**Records supplied**
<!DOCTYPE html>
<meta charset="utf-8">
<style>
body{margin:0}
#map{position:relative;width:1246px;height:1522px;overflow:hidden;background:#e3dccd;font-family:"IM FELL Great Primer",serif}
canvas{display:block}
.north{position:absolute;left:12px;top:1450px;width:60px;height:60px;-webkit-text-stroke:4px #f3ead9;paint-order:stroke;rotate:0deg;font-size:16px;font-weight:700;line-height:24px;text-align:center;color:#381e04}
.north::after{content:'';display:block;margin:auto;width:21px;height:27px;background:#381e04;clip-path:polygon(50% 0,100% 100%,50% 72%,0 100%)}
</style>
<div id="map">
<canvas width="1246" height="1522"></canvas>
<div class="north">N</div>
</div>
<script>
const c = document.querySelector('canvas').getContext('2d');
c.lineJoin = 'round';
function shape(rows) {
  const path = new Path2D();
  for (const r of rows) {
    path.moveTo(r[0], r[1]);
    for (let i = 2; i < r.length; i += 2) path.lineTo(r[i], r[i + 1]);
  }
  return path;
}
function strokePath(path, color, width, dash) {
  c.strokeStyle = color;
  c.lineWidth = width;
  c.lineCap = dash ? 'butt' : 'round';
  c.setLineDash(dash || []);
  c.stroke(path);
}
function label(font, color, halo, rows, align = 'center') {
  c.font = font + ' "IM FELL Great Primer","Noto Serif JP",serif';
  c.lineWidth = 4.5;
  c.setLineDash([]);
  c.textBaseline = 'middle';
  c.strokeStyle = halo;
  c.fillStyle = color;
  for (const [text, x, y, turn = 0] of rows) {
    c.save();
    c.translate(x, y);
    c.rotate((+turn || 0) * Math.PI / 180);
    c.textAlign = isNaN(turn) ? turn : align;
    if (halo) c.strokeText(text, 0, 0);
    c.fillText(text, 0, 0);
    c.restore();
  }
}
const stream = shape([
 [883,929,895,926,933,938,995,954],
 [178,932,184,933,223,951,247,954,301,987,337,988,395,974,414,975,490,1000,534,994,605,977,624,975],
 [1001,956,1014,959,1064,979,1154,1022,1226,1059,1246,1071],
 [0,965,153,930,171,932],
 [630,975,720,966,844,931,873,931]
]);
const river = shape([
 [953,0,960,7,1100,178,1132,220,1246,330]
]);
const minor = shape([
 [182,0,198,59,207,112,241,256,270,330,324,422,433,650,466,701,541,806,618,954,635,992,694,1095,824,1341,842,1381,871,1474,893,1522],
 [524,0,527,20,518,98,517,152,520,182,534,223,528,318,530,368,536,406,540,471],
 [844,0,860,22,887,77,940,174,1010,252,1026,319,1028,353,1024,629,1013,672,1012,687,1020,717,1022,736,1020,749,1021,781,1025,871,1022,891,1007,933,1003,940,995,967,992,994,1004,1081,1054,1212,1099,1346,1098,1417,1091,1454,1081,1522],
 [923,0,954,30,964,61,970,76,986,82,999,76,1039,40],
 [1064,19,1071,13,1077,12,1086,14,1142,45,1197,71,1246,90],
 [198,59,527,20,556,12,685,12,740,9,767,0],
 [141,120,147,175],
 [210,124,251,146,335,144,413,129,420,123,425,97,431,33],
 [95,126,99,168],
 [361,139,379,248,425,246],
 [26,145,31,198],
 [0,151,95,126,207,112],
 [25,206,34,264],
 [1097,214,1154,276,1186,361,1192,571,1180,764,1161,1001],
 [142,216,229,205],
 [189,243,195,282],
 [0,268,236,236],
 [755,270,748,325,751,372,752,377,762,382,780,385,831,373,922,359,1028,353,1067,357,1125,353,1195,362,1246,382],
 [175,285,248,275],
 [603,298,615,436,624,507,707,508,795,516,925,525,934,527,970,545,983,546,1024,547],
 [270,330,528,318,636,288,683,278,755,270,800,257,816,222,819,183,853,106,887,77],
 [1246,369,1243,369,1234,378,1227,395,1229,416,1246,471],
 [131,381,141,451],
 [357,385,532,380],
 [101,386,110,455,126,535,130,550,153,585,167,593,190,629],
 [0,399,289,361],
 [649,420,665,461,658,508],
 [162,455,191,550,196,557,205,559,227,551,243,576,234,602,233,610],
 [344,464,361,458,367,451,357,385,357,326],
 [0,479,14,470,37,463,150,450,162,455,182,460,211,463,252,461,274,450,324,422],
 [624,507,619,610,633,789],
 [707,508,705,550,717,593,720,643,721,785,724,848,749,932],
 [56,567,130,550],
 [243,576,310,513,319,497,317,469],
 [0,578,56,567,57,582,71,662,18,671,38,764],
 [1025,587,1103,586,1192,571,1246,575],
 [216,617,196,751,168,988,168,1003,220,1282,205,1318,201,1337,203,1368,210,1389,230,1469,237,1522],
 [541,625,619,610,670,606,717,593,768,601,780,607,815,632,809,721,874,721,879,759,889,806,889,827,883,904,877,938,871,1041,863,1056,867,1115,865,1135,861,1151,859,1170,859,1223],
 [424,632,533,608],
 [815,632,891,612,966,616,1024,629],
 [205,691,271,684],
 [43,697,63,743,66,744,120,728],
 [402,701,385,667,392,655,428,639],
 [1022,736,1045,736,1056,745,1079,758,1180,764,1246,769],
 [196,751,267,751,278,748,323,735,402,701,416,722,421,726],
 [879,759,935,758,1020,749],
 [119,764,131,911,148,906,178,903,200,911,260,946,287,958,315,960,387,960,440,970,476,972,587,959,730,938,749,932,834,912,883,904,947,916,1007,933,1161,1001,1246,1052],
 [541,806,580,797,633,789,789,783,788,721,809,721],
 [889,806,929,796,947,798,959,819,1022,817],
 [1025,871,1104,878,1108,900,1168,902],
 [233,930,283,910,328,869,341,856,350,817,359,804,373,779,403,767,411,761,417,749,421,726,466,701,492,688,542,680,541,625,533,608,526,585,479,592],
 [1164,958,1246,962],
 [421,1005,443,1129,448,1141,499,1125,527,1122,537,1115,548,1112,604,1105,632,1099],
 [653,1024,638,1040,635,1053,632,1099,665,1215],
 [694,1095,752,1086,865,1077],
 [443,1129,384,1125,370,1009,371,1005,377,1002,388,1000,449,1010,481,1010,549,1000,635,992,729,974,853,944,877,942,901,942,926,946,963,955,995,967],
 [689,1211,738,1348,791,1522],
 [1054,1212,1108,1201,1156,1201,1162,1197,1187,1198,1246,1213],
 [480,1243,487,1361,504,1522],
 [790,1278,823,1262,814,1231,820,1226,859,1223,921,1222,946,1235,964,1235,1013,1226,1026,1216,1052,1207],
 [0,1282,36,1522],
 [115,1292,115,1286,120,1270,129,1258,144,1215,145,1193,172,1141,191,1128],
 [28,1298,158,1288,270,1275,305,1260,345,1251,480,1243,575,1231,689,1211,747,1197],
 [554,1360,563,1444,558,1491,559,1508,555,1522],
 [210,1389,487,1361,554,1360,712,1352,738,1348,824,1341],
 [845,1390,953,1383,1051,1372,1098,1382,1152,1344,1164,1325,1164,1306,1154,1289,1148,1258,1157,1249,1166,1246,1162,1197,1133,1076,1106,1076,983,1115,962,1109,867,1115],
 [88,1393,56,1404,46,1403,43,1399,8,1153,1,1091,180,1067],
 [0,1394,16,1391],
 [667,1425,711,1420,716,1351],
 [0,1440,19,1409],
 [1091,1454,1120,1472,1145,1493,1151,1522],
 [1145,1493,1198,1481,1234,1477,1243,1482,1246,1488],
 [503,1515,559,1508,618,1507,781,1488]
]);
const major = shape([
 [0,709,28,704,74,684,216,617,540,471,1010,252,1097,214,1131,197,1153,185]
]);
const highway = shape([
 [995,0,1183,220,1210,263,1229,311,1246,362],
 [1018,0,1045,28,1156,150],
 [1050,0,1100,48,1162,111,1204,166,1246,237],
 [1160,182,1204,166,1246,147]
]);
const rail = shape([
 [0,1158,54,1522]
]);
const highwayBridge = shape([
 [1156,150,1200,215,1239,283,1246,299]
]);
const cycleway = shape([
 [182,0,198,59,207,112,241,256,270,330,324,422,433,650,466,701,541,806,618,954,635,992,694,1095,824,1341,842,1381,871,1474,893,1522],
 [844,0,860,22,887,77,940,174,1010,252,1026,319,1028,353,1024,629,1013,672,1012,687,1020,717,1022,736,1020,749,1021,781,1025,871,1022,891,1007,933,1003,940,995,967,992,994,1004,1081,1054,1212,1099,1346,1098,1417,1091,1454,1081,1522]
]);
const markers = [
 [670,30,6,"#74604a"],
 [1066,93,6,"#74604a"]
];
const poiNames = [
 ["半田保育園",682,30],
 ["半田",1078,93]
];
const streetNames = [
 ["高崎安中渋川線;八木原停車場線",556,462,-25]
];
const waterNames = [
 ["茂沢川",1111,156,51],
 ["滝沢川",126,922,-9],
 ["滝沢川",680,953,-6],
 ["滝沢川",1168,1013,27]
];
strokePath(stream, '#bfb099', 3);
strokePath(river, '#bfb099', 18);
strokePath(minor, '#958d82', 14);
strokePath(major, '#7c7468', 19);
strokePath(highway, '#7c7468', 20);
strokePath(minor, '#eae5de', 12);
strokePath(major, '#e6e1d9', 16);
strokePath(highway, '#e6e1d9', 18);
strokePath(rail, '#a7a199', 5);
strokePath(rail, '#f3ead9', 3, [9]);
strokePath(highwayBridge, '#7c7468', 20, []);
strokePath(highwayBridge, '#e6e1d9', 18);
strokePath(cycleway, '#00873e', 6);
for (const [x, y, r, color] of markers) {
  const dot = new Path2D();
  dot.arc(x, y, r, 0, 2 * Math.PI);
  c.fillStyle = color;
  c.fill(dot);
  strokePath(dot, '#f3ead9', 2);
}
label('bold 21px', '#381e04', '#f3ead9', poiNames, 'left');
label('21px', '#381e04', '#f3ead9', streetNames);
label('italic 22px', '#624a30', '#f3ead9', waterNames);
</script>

**Your task**
Above are the records. Copy the lines beginning at the one that has "c.setLineDash(dash || []);" and ending with the one that has "c.strokeStyle = halo;", unchanged.

**Solution**
  c.setLineDash(dash || []);
  c.stroke(path);
}
function label(font, color, halo, rows, align = 'center') {
  c.font = font + ' "IM FELL Great Primer","Noto Serif JP",serif';
  c.lineWidth = 4.5;
  c.setLineDash([]);
  c.textBaseline = 'middle';
  c.strokeStyle = halo;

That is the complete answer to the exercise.